#### [Dataset records]
————————
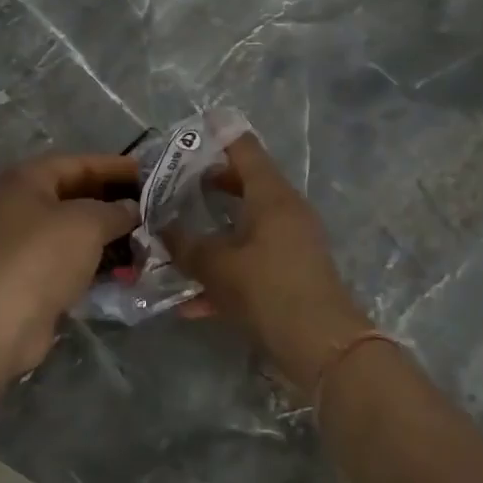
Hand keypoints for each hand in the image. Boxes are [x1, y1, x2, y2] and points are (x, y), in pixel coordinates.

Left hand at [0, 152, 140, 377]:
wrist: (0, 322)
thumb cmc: (42, 256)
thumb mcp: (87, 223)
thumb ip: (116, 210)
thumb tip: (133, 209)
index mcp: (28, 179)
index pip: (80, 163)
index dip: (117, 167)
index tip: (152, 174)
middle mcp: (22, 204)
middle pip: (77, 194)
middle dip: (115, 201)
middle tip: (154, 207)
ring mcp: (24, 242)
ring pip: (75, 229)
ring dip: (109, 234)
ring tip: (148, 238)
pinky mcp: (31, 275)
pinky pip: (71, 258)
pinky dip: (96, 260)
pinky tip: (127, 267)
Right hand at [162, 134, 369, 393]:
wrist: (322, 347)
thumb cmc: (268, 289)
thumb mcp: (216, 266)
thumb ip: (184, 244)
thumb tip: (160, 229)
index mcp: (271, 194)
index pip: (243, 148)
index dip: (215, 136)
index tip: (187, 134)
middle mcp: (285, 210)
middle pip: (244, 183)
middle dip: (207, 184)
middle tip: (172, 186)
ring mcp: (292, 242)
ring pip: (245, 224)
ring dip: (213, 230)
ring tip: (176, 238)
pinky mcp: (292, 273)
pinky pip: (252, 259)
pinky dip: (226, 269)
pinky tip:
————————
Exactly the lines from the one containing "middle dip: (207, 184)" through the end of the listing should be reproduced, both ends included and nothing more.

#### [Result of the task]
middle dip: (207, 184)
middle tip: (172, 186)
ring mcp: (292, 242)
ring pip: (245, 224)
ring dip: (213, 230)
ring tip: (176, 238)
pinky mcp: (292, 273)
pinky pip: (252, 259)
pinky dip: (226, 269)
pinky tip:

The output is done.